• Your objective: How many lines of the entries hold the string "вуліца"? Reply with the number alone.

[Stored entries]

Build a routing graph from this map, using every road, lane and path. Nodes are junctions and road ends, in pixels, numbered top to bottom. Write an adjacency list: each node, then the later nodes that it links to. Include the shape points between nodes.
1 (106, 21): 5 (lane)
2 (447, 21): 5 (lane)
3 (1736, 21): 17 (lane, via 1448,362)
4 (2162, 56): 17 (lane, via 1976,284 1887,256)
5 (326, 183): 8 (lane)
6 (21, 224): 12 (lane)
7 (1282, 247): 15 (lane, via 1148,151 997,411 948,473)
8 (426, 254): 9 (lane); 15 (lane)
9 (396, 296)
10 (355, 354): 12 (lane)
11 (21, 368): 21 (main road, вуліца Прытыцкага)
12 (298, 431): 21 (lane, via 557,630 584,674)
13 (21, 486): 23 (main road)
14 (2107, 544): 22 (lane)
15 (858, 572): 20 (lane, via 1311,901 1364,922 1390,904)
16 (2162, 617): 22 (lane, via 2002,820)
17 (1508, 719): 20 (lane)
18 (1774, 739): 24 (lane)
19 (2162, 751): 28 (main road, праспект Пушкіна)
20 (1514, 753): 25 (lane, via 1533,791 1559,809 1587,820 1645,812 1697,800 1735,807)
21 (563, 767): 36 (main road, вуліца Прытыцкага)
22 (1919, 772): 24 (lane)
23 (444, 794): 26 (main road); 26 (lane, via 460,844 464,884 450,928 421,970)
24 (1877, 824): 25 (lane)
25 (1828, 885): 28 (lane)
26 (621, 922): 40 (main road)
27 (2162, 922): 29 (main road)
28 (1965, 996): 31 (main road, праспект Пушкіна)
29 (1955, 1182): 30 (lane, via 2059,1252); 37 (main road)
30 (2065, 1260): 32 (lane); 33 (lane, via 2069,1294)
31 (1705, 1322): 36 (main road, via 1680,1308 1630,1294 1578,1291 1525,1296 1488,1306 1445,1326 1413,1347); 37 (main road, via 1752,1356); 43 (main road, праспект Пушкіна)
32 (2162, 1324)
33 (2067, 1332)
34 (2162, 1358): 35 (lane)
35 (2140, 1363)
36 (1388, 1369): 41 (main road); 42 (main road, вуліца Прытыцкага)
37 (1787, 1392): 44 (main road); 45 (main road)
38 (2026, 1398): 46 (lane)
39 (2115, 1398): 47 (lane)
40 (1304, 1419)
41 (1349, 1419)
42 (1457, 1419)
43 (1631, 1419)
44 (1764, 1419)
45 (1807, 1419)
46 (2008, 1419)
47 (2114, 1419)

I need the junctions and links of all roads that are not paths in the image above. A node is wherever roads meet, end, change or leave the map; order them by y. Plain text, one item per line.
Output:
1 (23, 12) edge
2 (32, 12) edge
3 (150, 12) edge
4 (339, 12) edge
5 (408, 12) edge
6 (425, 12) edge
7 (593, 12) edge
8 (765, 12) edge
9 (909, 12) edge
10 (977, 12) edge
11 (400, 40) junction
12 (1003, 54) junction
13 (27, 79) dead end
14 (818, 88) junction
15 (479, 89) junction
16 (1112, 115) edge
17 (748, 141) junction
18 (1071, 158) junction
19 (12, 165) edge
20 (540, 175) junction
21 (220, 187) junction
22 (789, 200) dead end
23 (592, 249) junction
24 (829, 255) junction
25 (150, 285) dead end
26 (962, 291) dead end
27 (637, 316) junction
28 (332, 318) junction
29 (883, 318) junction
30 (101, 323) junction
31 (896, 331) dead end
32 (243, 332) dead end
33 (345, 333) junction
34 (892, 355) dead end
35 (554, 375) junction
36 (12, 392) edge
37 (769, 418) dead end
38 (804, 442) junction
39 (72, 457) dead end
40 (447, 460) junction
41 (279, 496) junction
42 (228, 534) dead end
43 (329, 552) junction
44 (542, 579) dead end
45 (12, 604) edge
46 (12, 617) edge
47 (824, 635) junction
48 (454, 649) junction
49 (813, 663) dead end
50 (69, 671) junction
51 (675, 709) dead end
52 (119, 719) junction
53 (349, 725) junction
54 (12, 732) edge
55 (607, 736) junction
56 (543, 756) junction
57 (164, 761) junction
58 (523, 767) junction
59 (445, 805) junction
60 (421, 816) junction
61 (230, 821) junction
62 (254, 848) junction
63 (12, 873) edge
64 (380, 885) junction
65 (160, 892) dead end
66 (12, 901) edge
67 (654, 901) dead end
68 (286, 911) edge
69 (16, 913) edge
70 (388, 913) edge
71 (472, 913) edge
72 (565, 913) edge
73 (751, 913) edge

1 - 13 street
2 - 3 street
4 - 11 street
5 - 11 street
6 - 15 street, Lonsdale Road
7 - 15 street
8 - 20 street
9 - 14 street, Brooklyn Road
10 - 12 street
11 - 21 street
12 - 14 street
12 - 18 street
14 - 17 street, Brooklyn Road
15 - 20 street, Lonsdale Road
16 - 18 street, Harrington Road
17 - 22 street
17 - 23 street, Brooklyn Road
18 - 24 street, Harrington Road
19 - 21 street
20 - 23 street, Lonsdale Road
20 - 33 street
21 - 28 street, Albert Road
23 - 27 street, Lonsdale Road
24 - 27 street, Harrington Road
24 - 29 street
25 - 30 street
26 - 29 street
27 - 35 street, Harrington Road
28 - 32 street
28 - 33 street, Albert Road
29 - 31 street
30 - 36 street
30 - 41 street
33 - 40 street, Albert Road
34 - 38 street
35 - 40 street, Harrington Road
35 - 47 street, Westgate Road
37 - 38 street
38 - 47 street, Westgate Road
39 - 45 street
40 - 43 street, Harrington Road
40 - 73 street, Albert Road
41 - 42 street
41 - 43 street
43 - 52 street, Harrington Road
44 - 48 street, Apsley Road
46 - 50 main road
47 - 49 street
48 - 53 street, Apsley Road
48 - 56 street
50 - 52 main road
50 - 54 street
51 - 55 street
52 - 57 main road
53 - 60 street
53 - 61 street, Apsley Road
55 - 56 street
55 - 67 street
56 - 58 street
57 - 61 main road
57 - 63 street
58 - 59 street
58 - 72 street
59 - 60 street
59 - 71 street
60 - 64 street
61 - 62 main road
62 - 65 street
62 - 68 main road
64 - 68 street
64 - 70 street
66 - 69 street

• Solution for this problem: 3